While some firms like American Homes 4 Rent are independently constructing thousands of new family homes, others like Invitation Homes (NYSE:INVH), opt for partnerships with housebuilders, albeit at a higher cost.
And this brings me to Invitation Homes, my preferred vehicle for harnessing the wisdom of Wall Street.
What Sets Invitation Homes Apart?
Let’s start from the top for those getting acquainted with the INVH ticker.
Invitation Homes stands as a major proprietor and operator of single-family homes for lease, boasting a portfolio of over 80,000 homes across 16 markets in the United States entering 2023.

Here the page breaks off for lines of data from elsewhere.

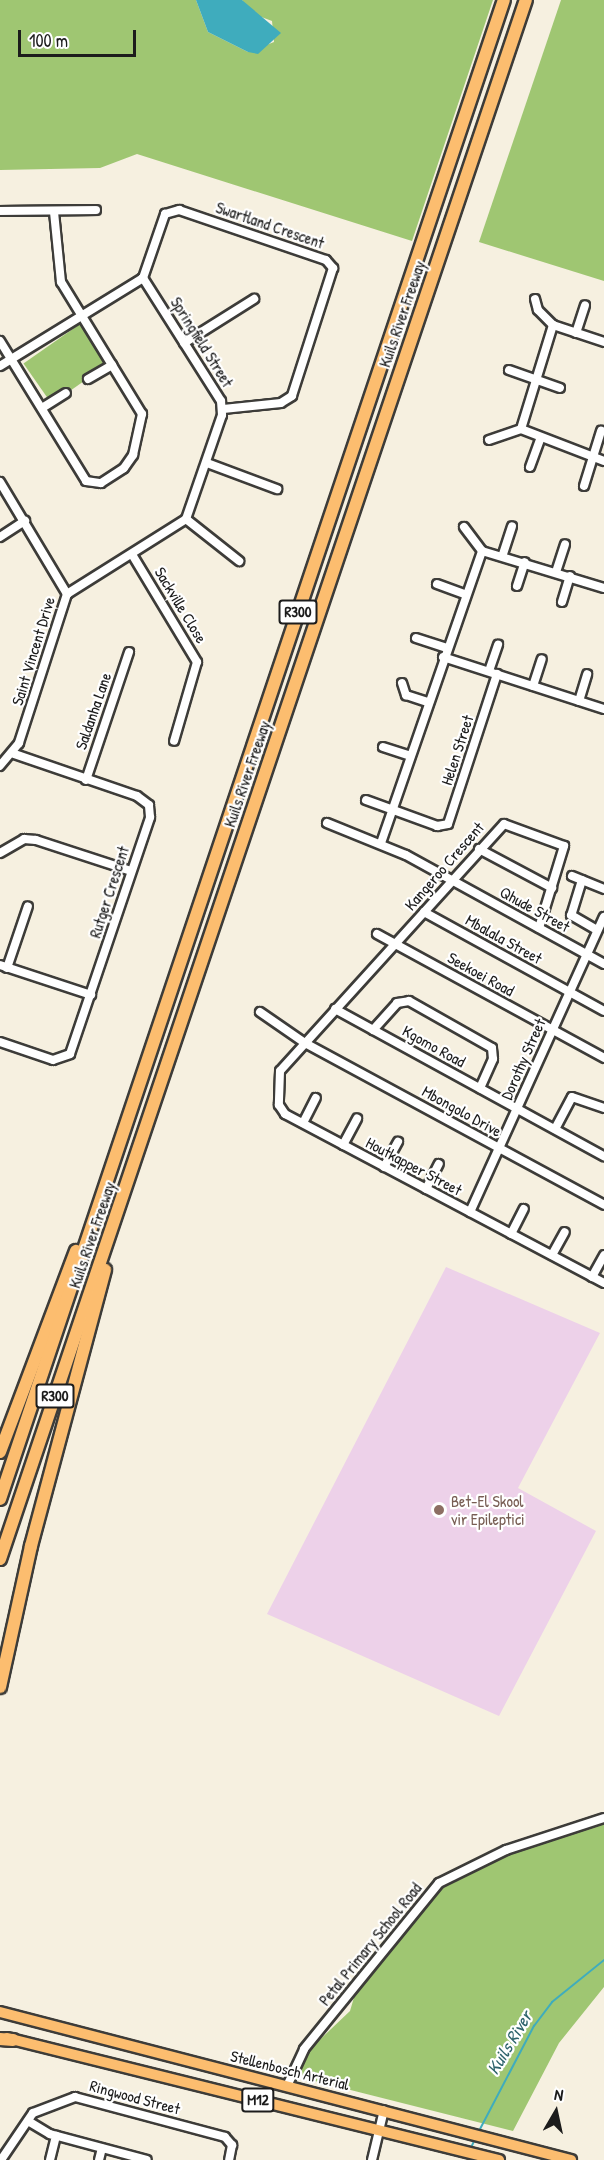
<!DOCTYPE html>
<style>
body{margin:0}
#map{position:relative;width:604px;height:2160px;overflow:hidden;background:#f6f0e0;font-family:"Patrick Hand",sans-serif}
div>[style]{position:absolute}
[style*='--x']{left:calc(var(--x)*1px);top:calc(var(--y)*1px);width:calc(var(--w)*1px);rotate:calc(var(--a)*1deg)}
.built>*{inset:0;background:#edd1e9}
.green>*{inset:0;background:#9fc672;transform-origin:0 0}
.water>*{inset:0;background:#3facbd}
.stream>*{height:2px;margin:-1px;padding:0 1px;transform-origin:1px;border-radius:1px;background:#3facbd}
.roads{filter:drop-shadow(2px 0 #3d3c39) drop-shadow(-2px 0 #3d3c39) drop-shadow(0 2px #3d3c39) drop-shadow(0 -2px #3d3c39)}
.minor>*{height:8px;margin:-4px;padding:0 4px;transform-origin:4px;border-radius:4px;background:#fff}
.major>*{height:10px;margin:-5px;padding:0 5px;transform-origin:5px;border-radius:5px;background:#fcbd6f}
.highway>*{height:12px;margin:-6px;padding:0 6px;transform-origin:6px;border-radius:6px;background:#fcbd6f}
.dots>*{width:16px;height:16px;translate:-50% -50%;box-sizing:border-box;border:3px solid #fff;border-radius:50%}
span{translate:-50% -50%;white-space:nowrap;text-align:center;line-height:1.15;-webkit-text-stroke:4.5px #fff;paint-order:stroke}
.shield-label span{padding:2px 4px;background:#fff;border:2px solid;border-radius:4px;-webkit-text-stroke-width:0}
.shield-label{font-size:15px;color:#1c1c1c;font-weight:700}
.street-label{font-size:16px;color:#1c1c1c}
.education-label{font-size:16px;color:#785e54}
.left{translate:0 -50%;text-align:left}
.water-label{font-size:18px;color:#2e646c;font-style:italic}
.north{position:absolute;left:526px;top:2082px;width:60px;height:60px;-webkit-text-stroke:4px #fff;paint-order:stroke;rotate:9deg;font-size:16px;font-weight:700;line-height:24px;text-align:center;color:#1c1c1c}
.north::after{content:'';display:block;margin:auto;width:21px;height:27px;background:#1c1c1c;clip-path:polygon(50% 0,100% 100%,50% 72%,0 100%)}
.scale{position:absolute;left:18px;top:30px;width:118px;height:27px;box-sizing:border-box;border:3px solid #1c1c1c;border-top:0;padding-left:8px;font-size:18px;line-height:21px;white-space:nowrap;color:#1c1c1c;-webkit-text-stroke:4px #fff;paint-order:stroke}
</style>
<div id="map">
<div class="built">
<div style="clip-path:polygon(446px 1267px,600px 1333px,518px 1488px,596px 1531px,499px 1716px,267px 1614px)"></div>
</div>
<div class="green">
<div style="clip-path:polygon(0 0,196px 0,208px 32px,248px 52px,274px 42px,272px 21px,251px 13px,242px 0,493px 0,412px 241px,137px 154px,100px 168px,0 170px)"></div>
<div style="clip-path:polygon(561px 0,604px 0,604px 281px,479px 242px)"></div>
<div style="left:80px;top:324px;width:49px;height:69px;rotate:55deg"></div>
<div style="clip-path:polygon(604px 1821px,604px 1987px,559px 2043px,513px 2131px,303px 2078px,301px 2066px,310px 2049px,350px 2011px,355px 1994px,441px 1886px,513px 1850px)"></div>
</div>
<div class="water">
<div style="clip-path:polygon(196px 0,242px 0,281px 33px,258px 54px,248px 52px,208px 32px)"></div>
</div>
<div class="stream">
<div style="--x:479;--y:2131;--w:119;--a:-62.4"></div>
<div style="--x:534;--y:2026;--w:30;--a:-53"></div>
<div style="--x:552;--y:2002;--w:67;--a:-38.9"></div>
<div style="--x:470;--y:2150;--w:12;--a:-66"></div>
</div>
<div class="roads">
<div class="minor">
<div style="--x:0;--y:211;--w:96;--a:-0.6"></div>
<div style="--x:535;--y:299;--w:11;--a:75"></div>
<div style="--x:538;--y:310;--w:21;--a:45"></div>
<div style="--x:553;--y:325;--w:54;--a:18.4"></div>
<div style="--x:576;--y:333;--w:29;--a:-72"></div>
<div style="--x:0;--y:341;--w:164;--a:58.4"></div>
<div style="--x:86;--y:481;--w:15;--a:8"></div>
<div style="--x:101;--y:483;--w:27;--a:-33"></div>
<div style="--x:124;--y:468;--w:16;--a:-55"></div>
<div style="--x:133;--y:455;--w:42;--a:-77.6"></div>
<div style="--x:142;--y:414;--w:155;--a:-121.5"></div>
<div style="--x:61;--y:282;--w:70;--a:-95.7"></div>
<div style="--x:184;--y:343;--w:83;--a:-32.2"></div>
<div style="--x:0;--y:366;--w:168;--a:-31.6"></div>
<div style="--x:143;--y:278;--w:68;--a:-71"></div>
<div style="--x:165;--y:214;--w:15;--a:-16"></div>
<div style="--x:179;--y:210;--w:155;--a:18.8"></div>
<div style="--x:326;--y:260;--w:11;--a:49"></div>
<div style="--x:333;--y:268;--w:134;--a:107.8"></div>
<div style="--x:292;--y:396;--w:13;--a:148"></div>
<div style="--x:281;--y:403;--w:58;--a:174.1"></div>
<div style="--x:509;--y:370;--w:54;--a:19.4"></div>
<div style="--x:88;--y:379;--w:28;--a:-30"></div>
<div style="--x:42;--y:408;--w:28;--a:-32"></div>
<div style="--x:521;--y:429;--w:109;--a:-72.9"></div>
<div style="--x:489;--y:440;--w:34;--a:-19"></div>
<div style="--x:521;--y:429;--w:89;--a:21.1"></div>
<div style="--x:207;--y:463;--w:75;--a:20.4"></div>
<div style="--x:530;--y:467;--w:30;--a:-70"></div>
<div style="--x:0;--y:482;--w:131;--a:59.1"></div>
<div style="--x:67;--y:594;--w:157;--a:107.9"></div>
<div style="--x:19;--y:743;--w:30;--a:130"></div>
<div style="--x:584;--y:486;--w:58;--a:-72.8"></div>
<div style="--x:186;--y:519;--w:68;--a:38.4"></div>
<div style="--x:464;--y:527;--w:30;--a:53"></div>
<div style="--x:482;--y:551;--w:127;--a:16.9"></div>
<div style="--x:0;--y:537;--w:30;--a:-33"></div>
<div style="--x:503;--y:554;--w:29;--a:-72"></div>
<div style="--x:133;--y:556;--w:124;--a:58.9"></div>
<div style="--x:197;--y:662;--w:82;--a:106.2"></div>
<div style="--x:556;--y:572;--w:29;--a:-72"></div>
<div style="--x:437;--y:584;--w:29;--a:20"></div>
<div style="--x:517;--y:586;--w:25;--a:-72"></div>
<div style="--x:67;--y:594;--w:141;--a:-32.2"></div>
<div style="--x:186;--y:519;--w:110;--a:-70.9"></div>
<div style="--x:222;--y:415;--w:14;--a:-94"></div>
<div style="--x:221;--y:401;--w:146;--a:-122.4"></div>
<div style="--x:562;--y:602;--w:27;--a:-73"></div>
<div style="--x:416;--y:638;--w:32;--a:18"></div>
<div style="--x:443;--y:657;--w:169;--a:17.9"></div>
<div style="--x:489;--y:671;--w:28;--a:-71"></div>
<div style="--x:402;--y:683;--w:13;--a:72"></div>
<div style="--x:406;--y:695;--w:23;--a:18"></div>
<div style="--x:533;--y:686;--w:28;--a:-72"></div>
<div style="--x:579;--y:701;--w:28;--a:-73"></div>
<div style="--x:383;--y:747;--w:28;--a:18"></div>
<div style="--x:86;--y:780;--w:135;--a:-71.4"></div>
<div style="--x:366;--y:800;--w:76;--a:20.1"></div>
<div style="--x:437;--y:826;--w:11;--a:-10"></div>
<div style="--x:448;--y:824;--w:158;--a:-71.9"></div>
<div style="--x:327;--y:823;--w:85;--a:22.1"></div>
<div style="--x:406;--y:855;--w:226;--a:28.8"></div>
<div style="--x:381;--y:843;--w:309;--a:-70.9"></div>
<div style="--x:479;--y:849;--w:83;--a:28.1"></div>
<div style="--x:0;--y:853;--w:28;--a:-30"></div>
<div style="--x:24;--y:839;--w:12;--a:5"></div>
<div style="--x:36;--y:840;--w:100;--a:18.1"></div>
<div style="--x:572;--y:876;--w:35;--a:22"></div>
<div style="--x:582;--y:880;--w:37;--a:107"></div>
<div style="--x:571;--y:915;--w:30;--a:30"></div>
<div style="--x:424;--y:912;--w:205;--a:28.8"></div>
<div style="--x:539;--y:928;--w:86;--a:-73"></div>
<div style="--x:564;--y:846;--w:64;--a:-159.9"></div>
<div style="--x:504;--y:824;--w:333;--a:132.2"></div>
<div style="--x:280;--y:1071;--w:34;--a:92"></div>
<div style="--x:279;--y:1105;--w:11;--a:56"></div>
<div style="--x:285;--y:1114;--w:361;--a:27.9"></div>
<div style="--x:377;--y:934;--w:259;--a:28.6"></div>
<div style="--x:0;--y:965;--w:96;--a:18.2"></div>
<div style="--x:7;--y:968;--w:65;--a:-71.3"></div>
<div style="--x:335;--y:1009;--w:307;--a:28.7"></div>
<div style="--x:260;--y:1012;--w:55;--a:34.6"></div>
<div style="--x:305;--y:1043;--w:340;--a:28.4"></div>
<div style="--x:373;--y:1030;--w:36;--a:-48"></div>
<div style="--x:397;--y:1003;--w:12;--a:-9"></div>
<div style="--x:409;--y:1001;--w:95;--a:29.5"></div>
<div style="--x:492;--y:1048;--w:11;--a:85"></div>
<div style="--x:493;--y:1059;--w:32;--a:114"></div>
<div style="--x:0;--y:1042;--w:56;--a:18.8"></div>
<div style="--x:53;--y:1060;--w:18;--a:-19"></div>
<div style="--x:70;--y:1054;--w:250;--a:-71.3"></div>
<div style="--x:150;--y:817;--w:12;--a:-95"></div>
<div style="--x:149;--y:805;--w:15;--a:-143"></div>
<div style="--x:137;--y:796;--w:130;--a:-161.1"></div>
<div style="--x:303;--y:1123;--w:28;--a:-63"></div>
<div style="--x:555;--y:1129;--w:36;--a:-62"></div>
<div style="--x:572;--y:1097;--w:34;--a:19"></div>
<div style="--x:343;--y:1145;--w:30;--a:-62"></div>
<div style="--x:384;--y:1167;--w:29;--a:-61"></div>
<div style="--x:426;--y:1189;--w:28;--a:-63"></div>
<div style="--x:470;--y:1212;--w:324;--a:-65.6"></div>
<div style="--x:511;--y:1234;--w:28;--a:-63"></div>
<div style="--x:552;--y:1255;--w:26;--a:-61"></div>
<div style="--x:592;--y:1277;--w:25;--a:-61"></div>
<div style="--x:288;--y:2084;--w:38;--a:-65"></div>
<div style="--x:304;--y:2049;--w:214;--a:-50.9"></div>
<div style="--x:439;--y:1883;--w:75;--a:-26.2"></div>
<div style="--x:506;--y:1850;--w:103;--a:-18.1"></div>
<div style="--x:28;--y:2121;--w:26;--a:31"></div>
<div style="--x:50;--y:2134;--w:100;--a:15"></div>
<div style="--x:1;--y:2160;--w:57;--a:-55.8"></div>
<div style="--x:33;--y:2113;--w:45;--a:-20.9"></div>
<div style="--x:75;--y:2097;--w:155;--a:14.9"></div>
<div style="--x:225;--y:2137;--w:11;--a:49"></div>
<div style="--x:232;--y:2145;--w:15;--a:101"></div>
<div style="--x:50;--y:2160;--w:25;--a:-76"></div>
<div style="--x:99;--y:2160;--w:12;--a:-76"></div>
<div style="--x:372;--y:2160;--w:51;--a:-76.5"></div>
</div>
<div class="major">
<div style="--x:0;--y:2012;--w:590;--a:14.53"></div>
<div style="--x:7;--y:2038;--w:507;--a:13.93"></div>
</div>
<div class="highway">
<div style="--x:0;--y:1452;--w:215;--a:-69.3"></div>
<div style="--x:0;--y:1499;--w:1581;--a:-71.42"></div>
<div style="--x:0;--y:1559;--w:1645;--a:-71.36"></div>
<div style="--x:0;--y:1687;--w:144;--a:-77.6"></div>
<div style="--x:31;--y:1546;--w:286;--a:-75"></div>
<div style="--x:0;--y:2039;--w:13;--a:4"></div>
</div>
</div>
<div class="dots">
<div style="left:439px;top:1510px;background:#8d6e63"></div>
</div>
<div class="shield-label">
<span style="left:298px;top:612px">R300</span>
<span style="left:55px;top:1396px">R300</span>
<span style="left:258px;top:2100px">M12</span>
</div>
<div class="street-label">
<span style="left:270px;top:225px;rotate:19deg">Swartland Crescent</span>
<span style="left:402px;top:314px;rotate:-71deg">Kuils River Freeway</span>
<span style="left:202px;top:342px;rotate:58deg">Springfield Street</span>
<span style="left:181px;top:605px;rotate:59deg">Sackville Close</span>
<span style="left:33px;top:651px;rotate:-73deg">Saint Vincent Drive</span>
<span style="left:93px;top:711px;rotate:-71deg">Saldanha Lane</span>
<span style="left:457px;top:750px;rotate:-72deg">Helen Street</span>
<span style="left:247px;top:774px;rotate:-71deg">Kuils River Freeway</span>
<span style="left:444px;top:866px;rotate:-49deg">Kangeroo Crescent</span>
<span style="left:109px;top:892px;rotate:-72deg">Rutger Crescent</span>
<span style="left:535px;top:909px;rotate:29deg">Qhude Street</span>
<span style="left:504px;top:939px;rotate:29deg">Mbalala Street</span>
<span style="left:481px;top:974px;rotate:29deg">Seekoei Road</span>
<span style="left:434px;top:1046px;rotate:29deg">Kgomo Road</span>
<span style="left:523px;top:1059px;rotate:-66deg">Dorothy Street</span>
<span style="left:462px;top:1111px;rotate:29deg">Mbongolo Drive</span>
<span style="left:414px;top:1166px;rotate:28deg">Houtkapper Street</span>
<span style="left:92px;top:1235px;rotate:-71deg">Kuils River Freeway</span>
<span style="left:370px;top:1944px;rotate:-51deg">Petal Primary School Road</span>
<span style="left:290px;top:2070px;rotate:14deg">Stellenbosch Arterial</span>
<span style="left:135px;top:2097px;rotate:15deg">Ringwood Street</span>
</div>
<div class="education-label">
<span class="left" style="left:451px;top:1510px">Bet-El Skool<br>vir Epileptici</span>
</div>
<div class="water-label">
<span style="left:510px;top:2043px;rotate:-59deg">Kuils River</span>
</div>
<div class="north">N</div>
<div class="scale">100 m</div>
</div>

Nestled in coveted neighborhoods, the company makes a compelling case for addressing the burgeoning demand for leased lifestyles, proffering quality residences in close proximity to workplaces and reputable schools.
Operating in markets with robust demand, formidable entry barriers, and a potential for rental growth, particularly in the Western United States, Florida, and the Southeast, Invitation Homes has its gaze fixed on strategic mergers and acquisitions to enable efficient market and asset selection.
Essentially, the company’s portfolio reaps the rewards of local density and economies of scale, affording it a vertically integrated platform.
In essence, the company engages with residents through digital platforms, allowing for effective and efficient management of its expansive portfolio. This digital marketing approach, coupled with initiatives like Resident Appreciation Month, sets them apart in fostering a sense of community and connectivity among residents – a win-win scenario.
For instance, approximately 12,800 homes in Atlanta are under the company’s ownership and are managed by a lean operational team, consisting of a VP of Operations, 2 Directors of Operations, alongside supportive staff like Portfolio Directors, leasing personnel, and maintenance personnel. Impressive yet less than 100 maintenance employees oversee this substantial housing inventory.
To boot, the firm’s highly standardized approach, aiming to minimize employment and maintenance outlays while streamlining operations and enhancing renter comfort, epitomizes operational efficiency.